Их брат, встав со своего места, подошел к стоявшему в углу фортепьяно, раскрыл его, свистнул в него и снова закрыл; после чего, вставив в глаз монокль, небрежной походкой вернулся к камину. На нем было дорожное платье с таким количеством карманов и приспособлений, что при взгляде на него являлась мысль – не слишком ли тесен наш мир для путешественника, обладающего столь совершенной экипировкой.
– Как долго, однако, они там копаются с ужином, – протянул он. – Любопытно, что нам подадут. Никто не знает?
– Надеюсь, не жареную человечину, – откликнулся спутник общительного господина.
– Разумеется, нет. Что это вам вздумалось?
– А то, что если мы не будем иметь удовольствие вами поужинать, так уж избавьте нас от удовольствия глядеть, как вы поджариваетесь.
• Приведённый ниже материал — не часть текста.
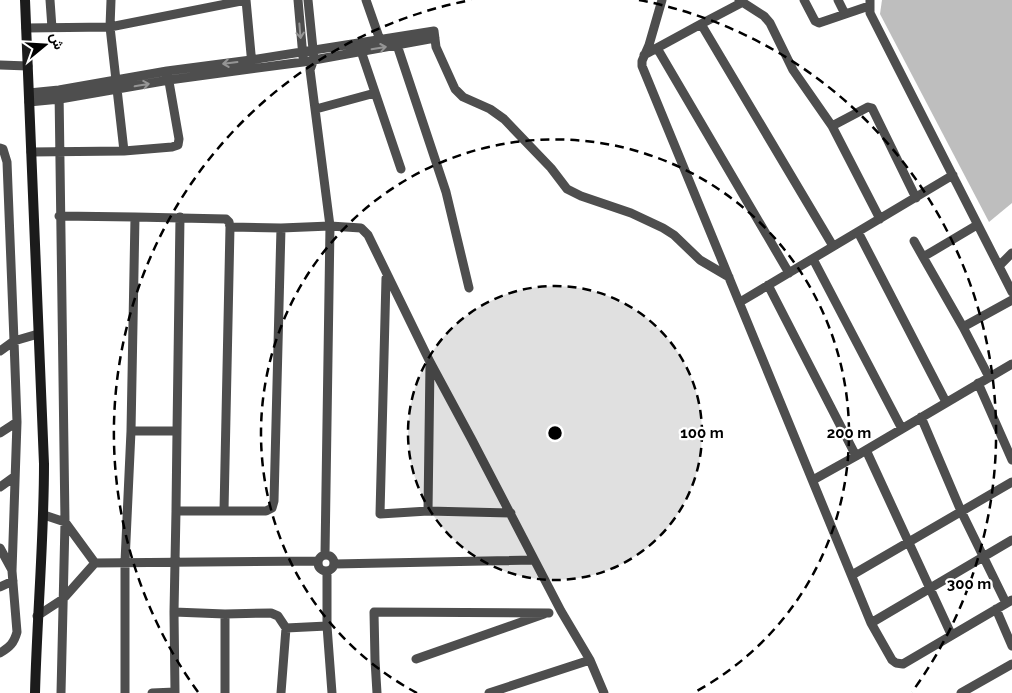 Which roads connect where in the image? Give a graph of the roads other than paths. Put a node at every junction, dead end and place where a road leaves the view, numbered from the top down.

Молодой человек, непринужденно оглядывавший все общество в монокль, стоя спиной к огню и подобрав фалды сюртука (что в самом деле придавало ему некоторое сходство с цыпленком, которому подвязали крылышки для жарения), растерялся от такого ответа и хотел было попросить дальнейших объяснений; но тут, благодаря тому, что все повернулись в сторону говорившего, обнаружилось, что красивая молодая дама, спутница последнего, лишилась чувств, уронив голову на его плечо.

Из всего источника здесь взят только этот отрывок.